■ Collection entries ■
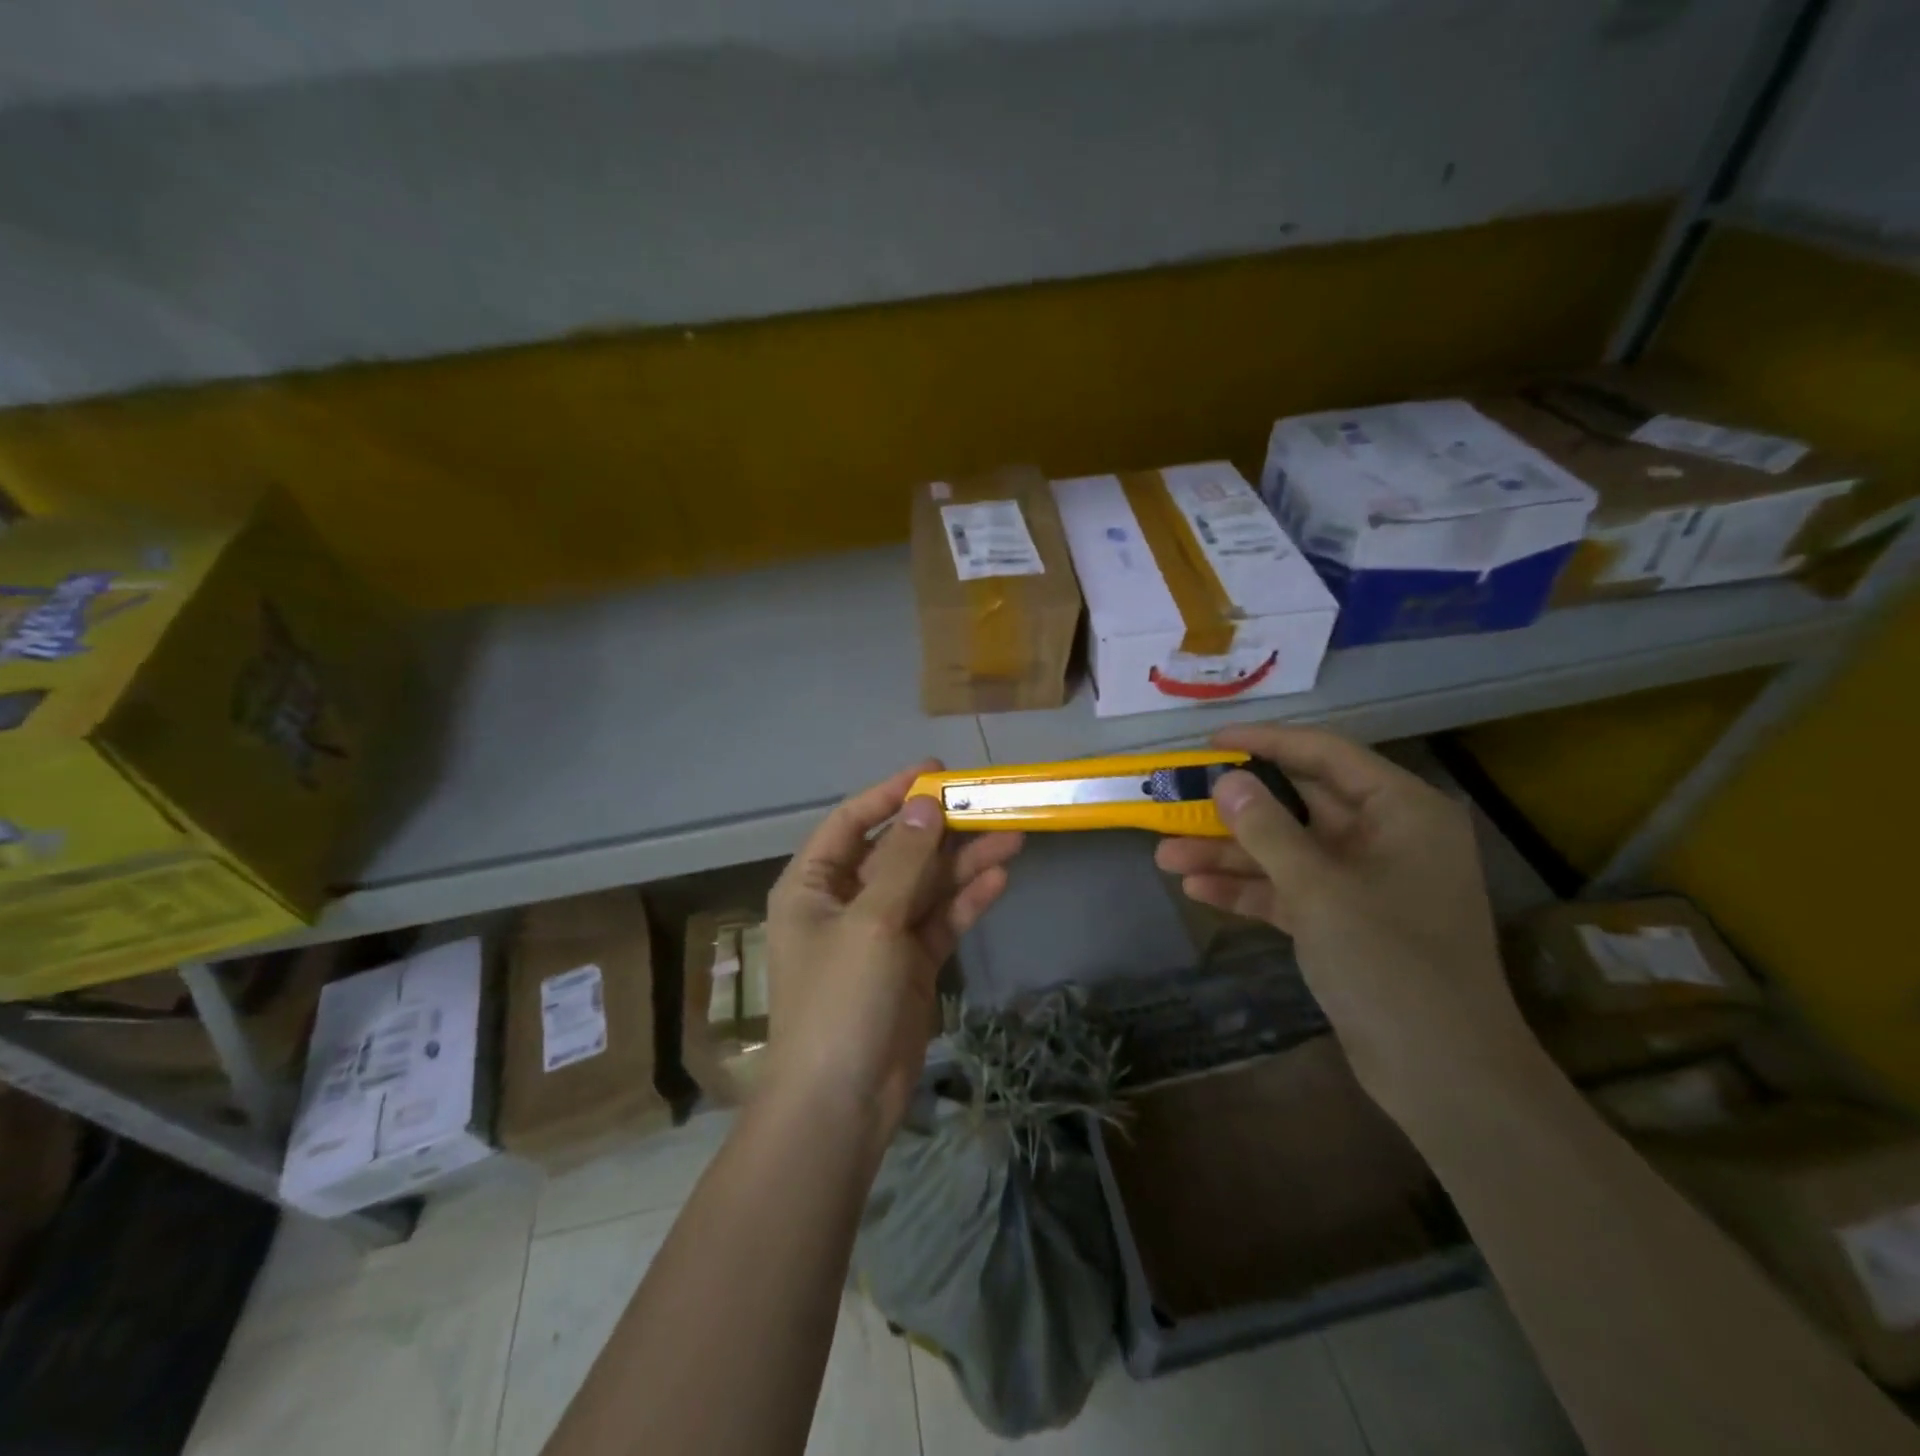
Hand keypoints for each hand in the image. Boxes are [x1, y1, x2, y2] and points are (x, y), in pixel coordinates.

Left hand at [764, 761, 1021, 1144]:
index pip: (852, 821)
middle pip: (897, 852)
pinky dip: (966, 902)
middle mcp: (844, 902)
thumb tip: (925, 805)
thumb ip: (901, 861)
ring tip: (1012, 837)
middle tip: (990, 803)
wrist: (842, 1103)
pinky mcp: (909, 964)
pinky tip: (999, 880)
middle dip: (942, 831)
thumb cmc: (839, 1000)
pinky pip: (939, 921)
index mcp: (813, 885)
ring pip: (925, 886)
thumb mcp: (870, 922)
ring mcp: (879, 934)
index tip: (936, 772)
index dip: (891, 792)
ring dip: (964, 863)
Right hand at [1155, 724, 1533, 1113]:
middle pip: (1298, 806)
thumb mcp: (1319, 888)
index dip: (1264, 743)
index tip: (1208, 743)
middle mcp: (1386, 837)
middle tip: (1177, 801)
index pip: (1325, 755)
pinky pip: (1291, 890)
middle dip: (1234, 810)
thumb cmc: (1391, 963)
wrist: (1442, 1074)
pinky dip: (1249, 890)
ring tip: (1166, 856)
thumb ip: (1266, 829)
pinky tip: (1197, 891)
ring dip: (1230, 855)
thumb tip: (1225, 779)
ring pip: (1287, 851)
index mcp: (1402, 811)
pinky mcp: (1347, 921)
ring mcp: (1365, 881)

■ WHAT NEEDS TO BE DONE ■
Please quote exactly the run of lines that starts the entries and ends at the line containing "pinky mcp: (909, 964)", leaving out every picture.

■ FINISHED TASK ■
Hand keypoints for each hand in the image. Boxes are [x1, y1, x2, y2] and points are (x, y), in pixel coordinates.

Left hand at [764, 761, 1021, 1144]:
index pip: (852, 821)
middle pip: (897, 852)
pinky dip: (966, 902)
middle mcp: (844, 902)
thumb tip: (925, 805)
thumb ip: (901, 861)
ring tip: (1012, 837)
middle tip: (990, 803)
wrist: (842, 1103)
pinky mcp: (909, 964)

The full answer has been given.